── Available data ──

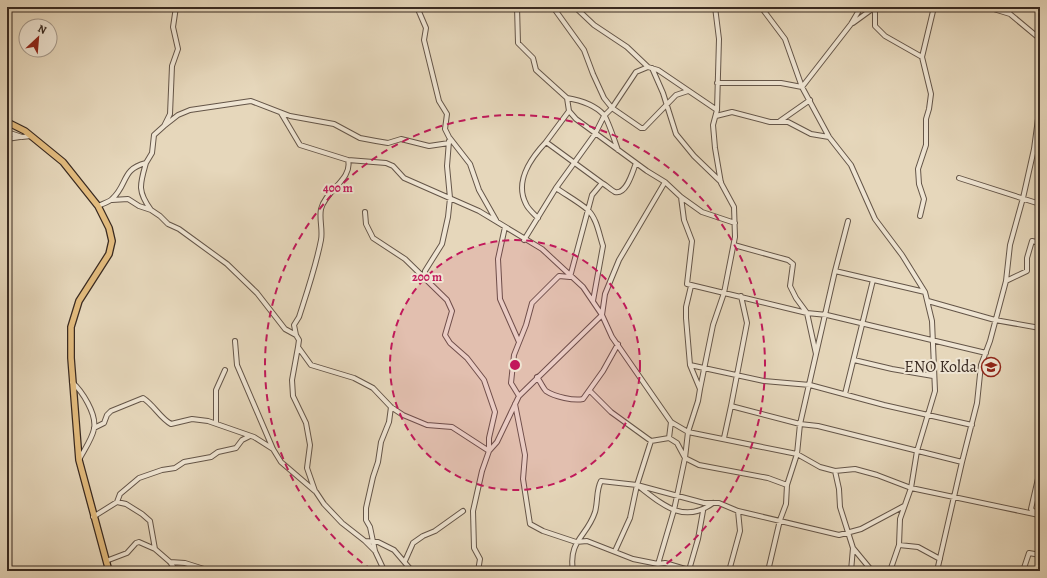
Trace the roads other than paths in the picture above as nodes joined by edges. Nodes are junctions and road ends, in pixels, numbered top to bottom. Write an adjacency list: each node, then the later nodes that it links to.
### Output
1 (176, 7): 32 (street)
2 (517, 7): 20 (street)
3 (553, 7): 24 (street)
4 (576, 7): 16 (street)
5 (715, 7): 17 (street)
6 (762, 7): 18 (street)
7 (862, 7): 13 (street)
8 (934, 7): 15 (street)
9 (987, 7): 12 (street)
10 (1006, 7): 12 (street)
11 (418, 8): 38 (street)
12 (1010, 14): 14 (street)
13 (852, 24): 15 (street); 18 (street)
14 (1040, 39)
15 (922, 57): 61 (street)
16 (650, 68): 19 (street); 23 (street); 24 (street)
17 (717, 83): 18 (street); 25 (street)
18 (802, 88): 21 (street)
19 (688, 91): 23 (street); 25 (street)
20 (567, 98): 26 (street); 28 (street)
21 (810, 100): 31 (street); 37 (street)
22 (1040, 104): 54 (street)
23 (666, 106): 24 (street); 50 (street)
24 (612, 108): 28 (street)
25 (717, 110): 29 (street)
26 (569, 111): 34 (street); 40 (street)
27 (281, 113): 32 (street); 41 (street); 43 (street)
28 (604, 116): 34 (street); 42 (street)
29 (716, 116): 31 (street); 50 (street)
30 (7, 122): 35 (main road)
31 (779, 122): 37 (street)
32 (164, 126): 46 (street)
33 (7, 132): 36 (street)
34 (595, 134): 42 (street); 44 (street)
35 (32, 136): 36 (street); 57 (main road)
36 (22, 137): 39 (street)
37 (829, 137): 76 (street)
38 (449, 138): 41 (street); 63 (street)
39 (7, 139)
40 (546, 142): 44 (street); 62 (street)
41 (449, 143): 52 (street)
42 (619, 151): 45 (street)
43 (348, 160): 52 (street); 87 (street)
44 (574, 162): 49 (street); 51 (street)
45 (636, 162): 48 (street); 49 (street)
46 (146, 163): 55 (street); 58 (street)
47 (959, 178): 54 (street)
48 (664, 182): 53 (street); 83 (street)
49 (602, 183): 59 (street)
50 (721, 183): 65 (street)
51 (556, 188): 59 (street); 62 (street)
52 (450, 198): 63 (street); 72 (street)
53 (681, 198): 65 (street); 75 (street)
54 (1023, 198): 56 (street); 74 (street)
55 (112, 200): 57 (street); 58 (street)
56 (1040, 204)
57 (98, 206): 102 (main road)
58 (151, 210): 87 (street)
59 (588, 210): 71 (street); 79 (street)
60 (365, 212): 72 (street)
61 (920, 216)
62 (538, 218): 67 (street)
63 (497, 221): 66 (street)
64 (848, 221): 70 (street)
65 (735, 223): 69 (street)
66 (505, 227): 67 (street); 89 (street)
67 (524, 240): 71 (street)
68 (1040, 243): 74 (street)
69 (734, 245): 77 (street); 81 (street)
70 (836, 271): 73 (street); 82 (street)
71 (570, 277): 79 (street); 89 (street)
72 (425, 278): 124 (street)
73 (873, 280): 76 (street); 85 (street)
74 (1006, 281): 84 (street)
75 (692, 286): 77 (street); 96 (street)
76 (925, 292): 80 (street)
77 (724, 293): 78 (street); 97 (street)
78 (742, 296): 81 (street); 99 (street)
79 (593, 301): 83 (street)
80 (928, 301): 84 (street); 90 (street)
81 (807, 313): 82 (street); 94 (street)
82 (827, 315): 85 (street); 94 (street)
83 (602, 316): 91 (street); 101 (street)
84 (994, 320): 86 (street); 93 (street)
85 (862, 324): 90 (street); 95 (street)
86 (1040, 328)
87 (296, 335): 92 (street)
88 (235, 341): 122 (street)
89 (519, 342): 107 (street)
90 (933, 342): 93 (street); 100 (street)
91 (618, 344): 105 (street); 112 (street)
92 (298, 347): 110 (street); 134 (street)
93 (986, 353): 115 (street)
94 (817, 357): 103 (street)
95 (854, 360): 100 (street); 106 (street)
96 (690, 365): 97 (street); 104 (street)
97 (704, 369): 99 (street); 104 (street)
98 (225, 370): 113 (street)
99 (738, 376): 103 (street); 109 (street)
100 (933, 376): 111 (street)
101 (537, 377): 105 (street); 107 (street)
102 (72, 382): 116 (street); 127 (main road)
103 (810, 385): 106 (street); 114 (street)
104 (700, 389): 117 (street)
105 (590, 391): 121 (street)
106 (845, 394): 111 (street)
107 (520, 396): 108 (street)
108 (515, 404): 124 (street); 150 (street)
109 (732, 406): 114 (street); 120 (street)
110 (391, 407): 124 (street); 149 (street)
111 (927, 414): 115 (street); 123 (street)
112 (670, 422): 117 (street); 119 (street)
113 (216, 423): 116 (street); 118 (street)
114 (800, 424): 123 (street); 125 (street)
115 (972, 425): 128 (street)
116 (94, 428): 127 (street)
117 (688, 432): 120 (street); 126 (street)
118 (250, 436): 122 (street); 137 (street)
119 (669, 438): 121 (street); 126 (street)
120 (724, 438): 125 (street)
121 (651, 441): 131 (street)
122 (273, 449): 134 (street)
123 (917, 451): 128 (street); 133 (street)
124 (489, 452): 168 (street)
125 (797, 454): 130 (street); 132 (street)
126 (685, 458): 132 (street); 135 (street)
127 (79, 460): 145 (main road)
128 (962, 462): 136 (street)
129 (1040, 470): 144 (street)
130 (835, 471): 133 (street); 147 (street)
131 (637, 485): 135 (street); 140 (street); 150 (street); 154 (street)
132 (787, 485): 146 (street)
133 (911, 488): 136 (street); 139 (street)
134 (316, 492): 148 (street)
135 (676, 495): 138 (street); 140 (street)
136 (955, 498): 144 (street); 157 (street)
137 (117, 502): 145 (street); 153 (street)
138 (713, 504): 142 (street); 143 (street)
139 (904, 506): 147 (street); 151 (street)
140 (674, 510): 142 (street); 161 (street)
141 (463, 511): 159 (street)
142 (703, 511): 163 (street)
143 (738, 511): 146 (street); 173 (street)
144 (1040, 516)
145 (93, 517): 158 (main road)
146 (780, 520): 147 (street); 174 (street)
147 (849, 533): 152 (street)
148 (365, 541): 149 (street); 155 (street)
149 (373, 541): 155 (street); 159 (street)
150 (576, 542): 154 (street); 171 (street)
151 (899, 544): 157 (street); 177 (street)
152 (853, 548): 175 (street); 176 (street)
153 (155, 549): 158 (street); 160 (street)
154 (616, 551): 161 (street)
155 (375, 552): 167 (street)
156 (1040, 555): 179 (street)
157 (940, 559): 178 (street)
158 (106, 561): 164 (main road)
159 (405, 561): 162 (street)
160 (170, 562): 165 (street); 166 (street)
161 (658, 564): 163 (street); 172 (street)
162 (410, 570)
163 (690, 570)
164 (109, 571)
165 (176, 571)
166 (226, 571)
167 (382, 571)
168 (478, 571)
169 (546, 571): 170 (street)
170 (566, 571)
171 (573, 571)
172 (656, 571)
173 (729, 571)
174 (768, 571)
175 (851, 571)
176 (872, 571)
177 (890, 571)
178 (937, 571)
179 (1023, 571)

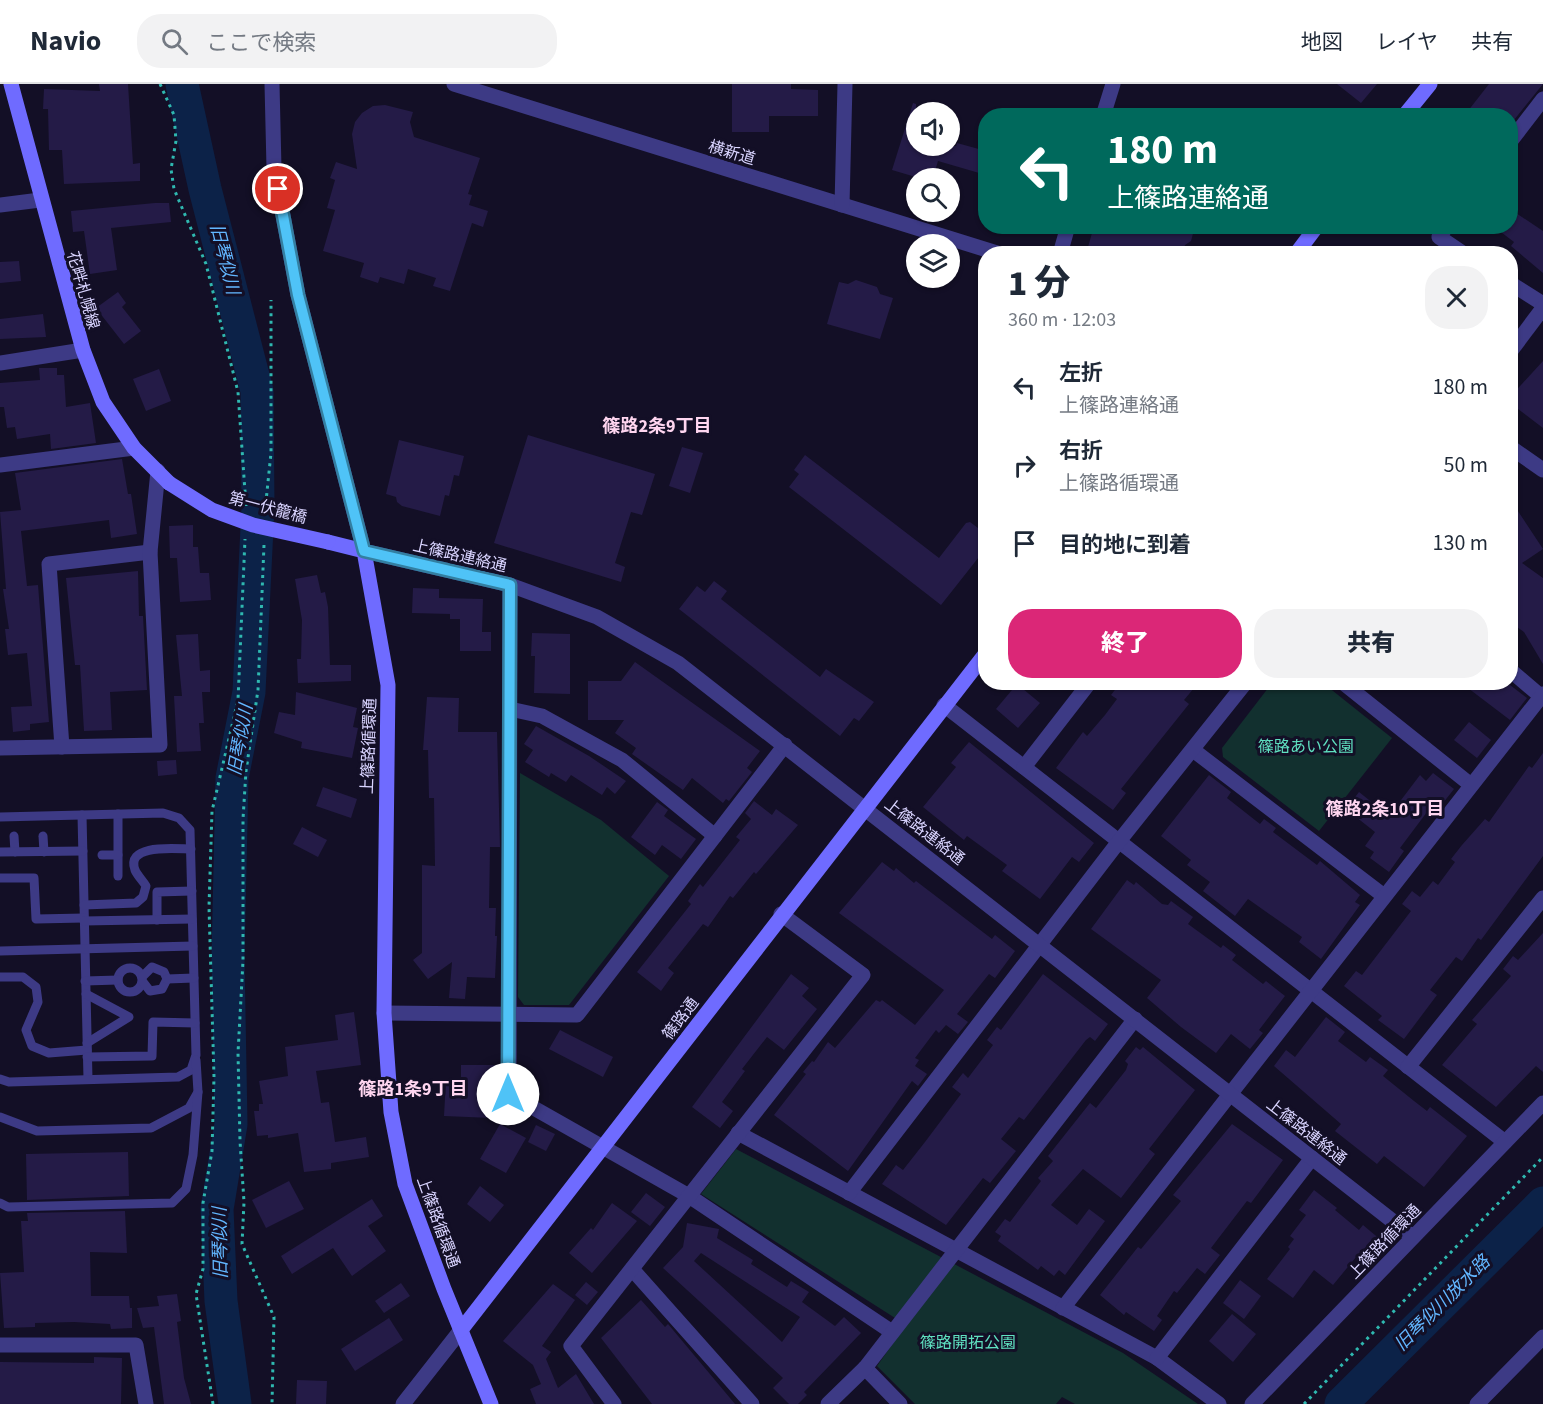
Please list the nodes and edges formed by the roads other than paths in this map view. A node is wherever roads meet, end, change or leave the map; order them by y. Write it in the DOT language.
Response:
graph roads {
  1 [pos="10,84"];
  2 [pos="272,84"];
  3 [pos="454,84"];
  4 [pos="845,84"];
  5 [pos="1113,84"];
  6 [pos="1430,84"];
  7 [pos="1543,99"];
  8 [pos="1106,108"];
  9 [pos="1413,108"];
  10 [pos="1518,132"];
  11 [pos="40,200"];
  12 [pos="842,205"];
  13 [pos="0,206"];
  14 [pos="1441,234"];
  15 [pos="1452,246"];
  16 [pos="978,247"];
  17 [pos="1518,289"];
  18 [pos="1543,306"];
  19 [pos="1518,341"];
  20 [pos="83,350"];
  21 [pos="0,363"];
  22 [pos="134,448"];
  23 [pos="1518,453"];
  24 [pos="0,465"];
  25 [pos="1543,470"];
  26 [pos="158,471"];
  27 [pos="169,483"];
  28 [pos="364,551"];
  29 [pos="150,552"];
  30 [pos="510,585"];
  31 [pos="978,663"];
  32 [pos="1518,676"];
  33 [pos="1084,690"];
  34 [pos="1240,690"];
  35 [pos="1352,690"];
  36 [pos="1542,696"];
  37 [pos="945,705"];
  38 [pos="510,710"];
  39 [pos="785,745"];
  40 [pos="62,747"];
  41 [pos="0,748"];
  42 [pos="1193,750"];
  43 [pos="1024,767"];
  44 [pos="1471,785"];
  45 [pos="865,807"];
  46 [pos="118,814"];
  47 [pos="82,815"];
  48 [pos="0,817"];
  49 [pos="14,836"];
  50 [pos="43,836"];
  51 [pos="715,836"];
  52 [pos="1120,840"];
  53 [pos="191,849"];
  54 [pos="83,851"];
  55 [pos="0,852"];
  56 [pos="15,852"];
  57 [pos="44,852"];
  58 [pos="102,855"];
  59 [pos="118,855"];
  60 [pos="118,876"];
  61 [pos="0,878"];
  62 [pos="192,891"];
  63 [pos="1384,896"];
  64 [pos="1543,897"];
  65 [pos="84,905"];
  66 [pos="781,914"];
  67 [pos="192,919"];
  68 [pos="84,920"];
  69 [pos="157,920"];
  70 [pos="1042,944"];
  71 [pos="193,946"];
  72 [pos="85,949"];
  73 [pos="0,951"];
  74 [pos="0,977"];
  75 [pos="167,978"];
  76 [pos="194,978"];
  77 [pos="143,979"];
  78 [pos="118,980"];
  79 [pos="86,981"];
  80 [pos="1310,990"];
  81 [pos="86,994"];
  82 [pos="384,1013"];
  83 [pos="508,1014"];
  84 [pos="1135,1019"];
  85 [pos="195,1023"];
  86 [pos="87,1050"];
  87 [pos="196,1055"];
  88 [pos="1408,1067"];
  89 [pos="88,1078"];
  90 [pos="0,1079"];
  91 [pos="198,1092"];
  92 [pos="1229,1093"];
  93 [pos="1543,1103"];
  94 [pos="0,1118"];
  95 [pos="738,1133"];
  96 [pos="1505,1143"];
  97 [pos="603,1148"];
  98 [pos="1312,1158"];
  99 [pos="849,1193"];
  100 [pos="689,1196"];
  101 [pos="0,1203"];
  102 [pos="1413,1237"];
  103 [pos="955,1251"];
  104 [pos="632,1269"];
  105 [pos="1063,1308"];
  106 [pos="461,1330"];
  107 [pos="892,1332"];
  108 [pos="1543,1337"];
  109 [pos="0,1345"];
  110 [pos="1156,1358"];
  111 [pos="865,1368"];
  112 [pos="146,1404"];
  113 [pos="403,1404"];
  114 [pos="491,1404"];
  115 [pos="614,1404"];
  116 [pos="752,1404"];
  117 [pos="828,1404"];
  118 [pos="900,1404"];
  119 [pos="1219,1404"];
  120 [pos="1252,1404"];
  121 [pos="1477,1404"];
  1 -- 11 [label="main road, 花畔札幌線"];
  2 -- 28 [label="street, 上篠路循環通"];
  3 -- 12 [label="street, 横新道"];
  4 -- 12 [label="street"];
  5 -- 8 [label="street"];
  6 -- 9 [label="main road"];
  7 -- 10 [label="street"];
  11 -- 13 [label="street"];
  11 -- 20 [label="main road, 花畔札幌線"];
  12 -- 16 [label="street, 横新道"];
  14 -- 15 [label="street"];
  17 -- 18 [label="street"];
  18 -- 19 [label="street"];
  20 -- 21 [label="street"];
  20 -- 22 [label="main road, 花畔札幌線"];
  22 -- 24 [label="street"];
  22 -- 26 [label="main road, 花畔札幌線"];
  23 -- 25 [label="street"];
  26 -- 27 [label="main road, 花畔札幌線"];
  26 -- 29 [label="street"];
  27 -- 28 [label="main road, 第一伏籠橋, bridge"];
  28 -- 30 [label="street, 上篠路連絡通"];
  28 -- 82 [label="main road, 上篠路循環通"];
  29 -- 40 [label="street"];
  29 -- 40 [label="street"];
  30 -- 38 [label="street"];
  30 -- 39 [label="street, 上篠路連絡通"];
  31 -- 37 [label="main road, 篠路通"];
  32 -- 36 [label="street"];
  33 -- 43 [label="street"];
  34 -- 42 [label="street"];
  35 -- 44 [label="street"];
  36 -- 44 [label="street"];
  37 -- 43 [label="street"];
  37 -- 45 [label="main road, 篠路通"];
  38 -- 51 [label="street"];
  38 -- 83 [label="street"];
  39 -- 45 [label="street, 上篠路連絡通"];
  39 -- 51 [label="street"];
  40 -- 41 [label="street"];
  42 -- 52 [label="street"];
  42 -- 63 [label="street"];
  43 -- 52 [label="street"];
  44 -- 63 [label="street"];
  45 -- 66 [label="main road, 篠路通"];
  45 -- 70 [label="street, 上篠路連絡通"];
  46 -- 47 [label="lane"];
  46 -- 53 [label="lane"];
  46 -- 59 [label="lane"];
  47 -- 48 [label="lane"];
  47 -- 54 [label="lane"];
  49 -- 56 [label="lane"];
  50 -- 57 [label="lane"];
  51 -- 83 [label="street"];
  52 -- 70 [label="street"];
  52 -- 80 [label="street"];
  53 -- 62 [label="lane"];
  53 -- 65 [label="lane"];
  54 -- 57 [label="lane"];
  54 -- 65 [label="lane"];
  55 -- 56 [label="lane"];
  56 -- 57 [label="lane"];
  58 -- 59 [label="lane"];
  59 -- 60 [label="lane"];
  61 -- 68 [label="lane"];
  62 -- 67 [label="lane"];
  62 -- 69 [label="lane"];
  63 -- 80 [label="street"];
  64 -- 88 [label="street"];
  65 -- 68 [label="lane"];
  66 -- 95 [label="street"];
  66 -- 97 [label="main road, 篠路通"];
  67 -- 69 [label="lane"];
  67 -- 71 [label="lane"];
  68 -- 69 [label="lane"];
  68 -- 72 [label="lane"];
  70 -- 84 [label="street, 上篠路連絡通"];
  70 -- 99 [label="street"];
  71 -- 72 [label="lane"];
  71 -- 76 [label="lane"];
  72 -- 73 [label="lane"];
  72 -- 79 [label="lane"];
  74 -- 86 [label="lane"];
  75 -- 76 [label="lane"];
  75 -- 77 [label="lane"];
  75 -- 77 [label="lane"];
  76 -- 85 [label="lane"];
  77 -- 78 [label="lane"];
  77 -- 78 [label="lane"];
  78 -- 79 [label="lane"];
  79 -- 81 [label="lane"];
  80 -- 88 [label="street"];
  80 -- 92 [label="street"];
  81 -- 86 [label="lane"];
  81 -- 86 [label="lane"];
  82 -- 83 [label="street"];
  82 -- 106 [label="main road, 上篠路循環通"];
  83 -- 97 [label="street"];
  84 -- 92 [label="street, 上篠路連絡通"];
  84 -- 103 [label="street"];
  85 -- 86 [label="lane"];
  85 -- 87 [label="lane"];
  86 -- 89 [label="lane"];
  87 -- 89 [label="lane"];
  87 -- 91 [label="lane"];
  88 -- 96 [label="street"];
  89 -- 90 [label="lane"];
  91 -- 94 [label="lane"];
  91 -- 101 [label="lane"];
  92 -- 98 [label="street, 上篠路連絡通"];
  92 -- 105 [label="street"];
  93 -- 96 [label="street, 上篠路循環通"];
  95 -- 99 [label="street"];
  95 -- 100 [label="street"];
  96 -- 102 [label="street, 上篠路循環通"];
  97 -- 100 [label="street"];
  97 -- 106 [label="main road, 篠路通"];
  98 -- 102 [label="street, 上篠路連絡通"];
  98 -- 110 [label="street"];
  99 -- 103 [label="street"];
  100 -- 104 [label="street"];
  100 -- 107 [label="street"];
  102 -- 120 [label="street, 上篠路循環通"];
  103 -- 105 [label="street"];
  103 -- 107 [label="street"];
  104 -- 115 [label="street"];
  104 -- 116 [label="street"];
  105 -- 110 [label="street"];
  106 -- 113 [label="street, 篠路通"];
  106 -- 114 [label="main road, 上篠路循環通"];
  107 -- 111 [label="street"];
  108 -- 121 [label="street"];
  109 -- 112 [label="street"];
  110 -- 119 [label="street"];
  111 -- 117 [label="street"];
  111 -- 118 [label="street"];
}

───

__What is being asked__: Scan the data above; copy every line where "roads" appears.

__Task result__:
Trace the roads other than paths in the picture above as nodes joined by edges. Nodes are junctions and road ends, in pixels, numbered top to bottom. Write an adjacency list: each node, then the later nodes that it links to.
Please list the nodes and edges formed by the roads other than paths in this map view. A node is wherever roads meet, end, change or leave the map; order them by y. Write it in the DOT language.
graph roads {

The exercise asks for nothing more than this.